In Alabama, Bannon set himself on the opposite side of the man he had worked for in the White House. He backed the controversial former chief justice Roy Moore over the appointed Sen. Luther Strange, who had Trump’s full-throated if somewhat skeptical backing. Moore, who was better known in the state and had a solid support base, ultimately won, something Bannon was quick to take credit for.
After Moore won, Bannon announced he would attempt to inspire similar upsets against every incumbent Republican senator, except Cruz, and has indicated his support for several House Republican primary challengers as well.
Bannon has already kept busy ahead of next year. He appeared at the kickoff event with Kelli Ward, who was challenging Arizona Sen. Jeff Flake until he announced he would not run for reelection. Danny Tarkanian, who is mounting a primary challenge to Nevada Sen. Dean Heller, says Bannon told him he would back him “100 percent.” Bannon spoke with Chris McDaniel, well-known after his narrow loss in 2014 to Mississippi Sen. Thad Cochran and who Bannon is now reportedly urging to challenge Mississippi’s other senator, Roger Wicker. He met with Michael Grimm, mounting a comeback bid against the Staten Island incumbent who now holds his old House seat. And Bannon is reportedly supporting a primary challenger to Rep. Robert Pittenger in North Carolina.

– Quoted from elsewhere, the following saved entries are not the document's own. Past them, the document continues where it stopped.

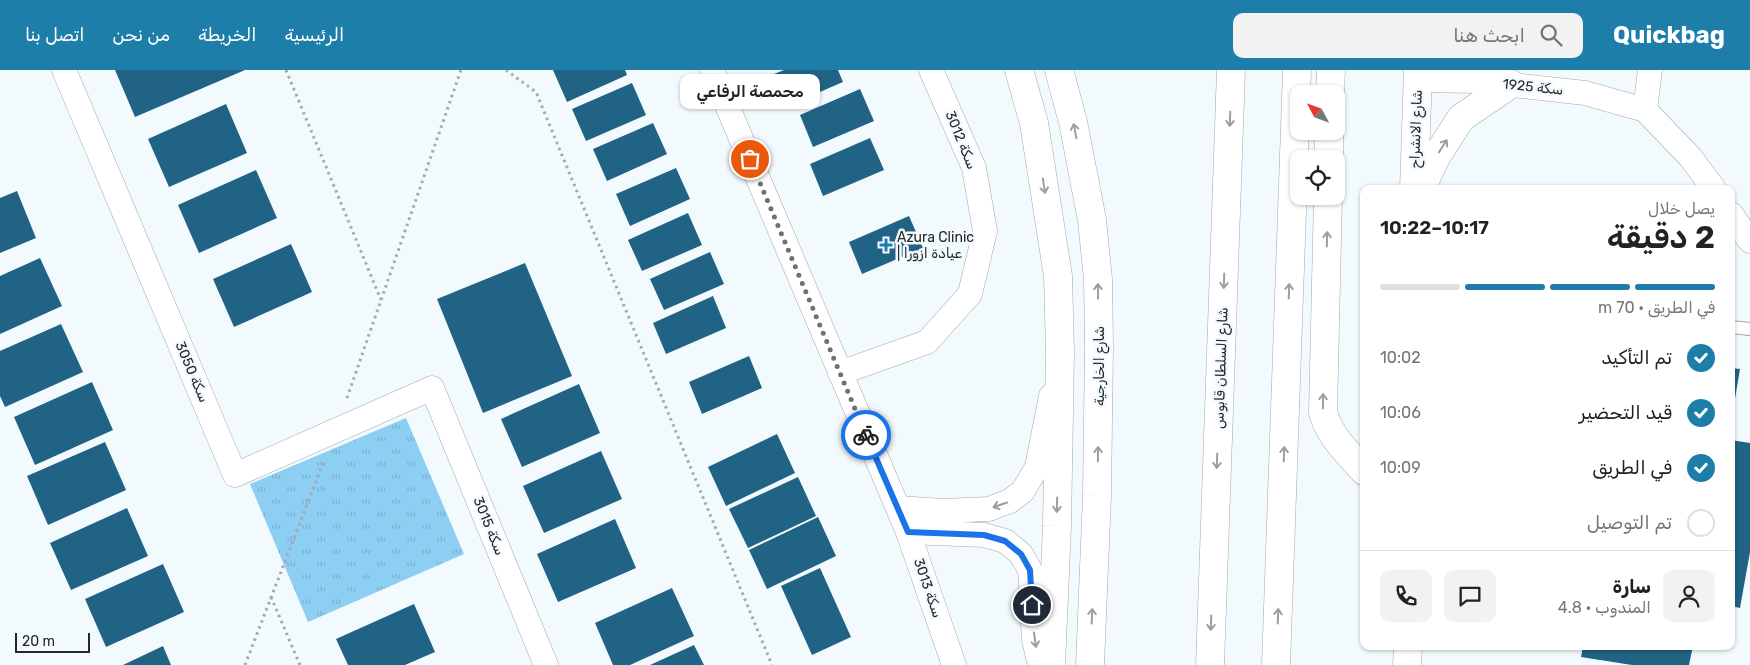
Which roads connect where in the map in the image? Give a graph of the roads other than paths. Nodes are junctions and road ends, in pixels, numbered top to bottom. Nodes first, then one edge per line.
1 (64, 70) edge
2 (712, 70) edge
3 (931, 70) edge
4 (1019, 70) edge
5 (1059, 70) edge
6 (1232, 70) edge
7 (1297, 70) edge
8 (1330, 70) edge
9 (1480, 70) edge
10 (1650, 70) edge
11 (1418, 75) edge
12 (1509, 84) junction
13 (1330, 85) edge
14 (1645, 110) junction
15 (1414, 185) edge
16 (1423, 185) edge
17 (1711, 185) edge
18 (1328, 205) edge
19 (1735, 220) edge
20 (1750, 241) edge
21 (1735, 327) edge
22 (1750, 329) edge
23 (1060, 353) junction
24 (840, 373) junction
25 (432, 388) joint
26 (1335, 438) junction
27 (1360, 446) edge
28 (1360, 466) edge
29 (898, 508) junction
30 (908, 532) junction
31 (1408, 650) edge
32 (546, 665) edge
33 (954, 665) edge
34 (1040, 665) edge
35 (1051, 665) edge
36 (1090, 665) edge
37 (1210, 665) edge
38 (1276, 665) edge
39 (1407, 665) edge

1 - 25 street, سكة 3050
2 - 24 street, سكة 3013
3 - 24 street, سكة 3012
4 -> 23 main road
36 -> 5 main road, شارع الخارجية
6 -> 37 main road, شارع السلطان قابوس
38 -> 7 main road
8 - 13 main road
9 - 12 main road
10 - 14 street
11 - 12 street, سكة 1925
11 - 15 main road, شارع الانشراح
12 - 14 street, سكة 1925
16 -> 12 main road
14 - 17 street, سكة 1925
26 -> 18 main road
19 - 20 street
21 - 22 lane
23 -> 29 street
23 -> 35 main road
24 - 29 street, سكة 3013
25 - 32 street, سكة 3015
26 - 27 main road
26 - 28 main road
29 - 30 street, سكة 3013
30 - 33 street, سكة 3013
30 -> 34 street
31 - 39 main road

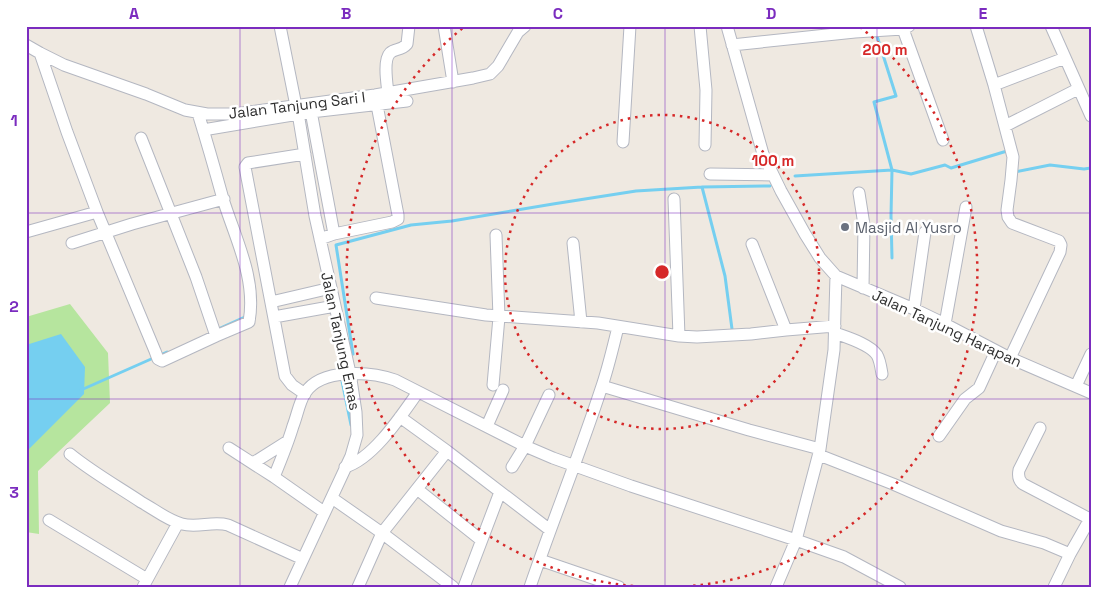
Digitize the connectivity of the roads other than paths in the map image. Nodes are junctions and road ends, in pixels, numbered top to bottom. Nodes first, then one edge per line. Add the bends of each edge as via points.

It remains to be seen what having Bannon’s support will mean for candidates, and how much financial backing he can muster against traditional Republican donors and McConnell-aligned groups. But, O’Donnell said, having a Bannon-like character as a counterweight to the traditional Republican power centers that never really warmed to her would “absolutely” have made a difference in her 2010 bid.
Breitbart was not yet so weaponized in 2010 on behalf of its preferred candidates, but O’Donnell still credits the website for helping her get as far as she did.
“Thank god for people like Andrew Breitbart, who when we had our side of the story to get out would be willing to tell it when other conservative media pretty much shut us out, because — I hate to say it — even the conservative media was trying to kiss the ring of the Republican Party,” she said.
Asked if she thought things might be different if she were running in 2018 rather than 2010, O’Donnell expressed uncertainty. “It’s not that easy of an answer,” she said in a call following up the voicemail. She speaks of the period from 2006 until now as a “tidal wave” that only recently collapsed. The results of that tidal wave, she says, will only be clear once the wave has subsided.
A Republican strategist with ties to Bannon agrees that there is continuity between 2010 and 2018. “The antiestablishment movement we saw in 2010 has now matured in 2018,” the strategist said. “A part of that is that is the candidates themselves.”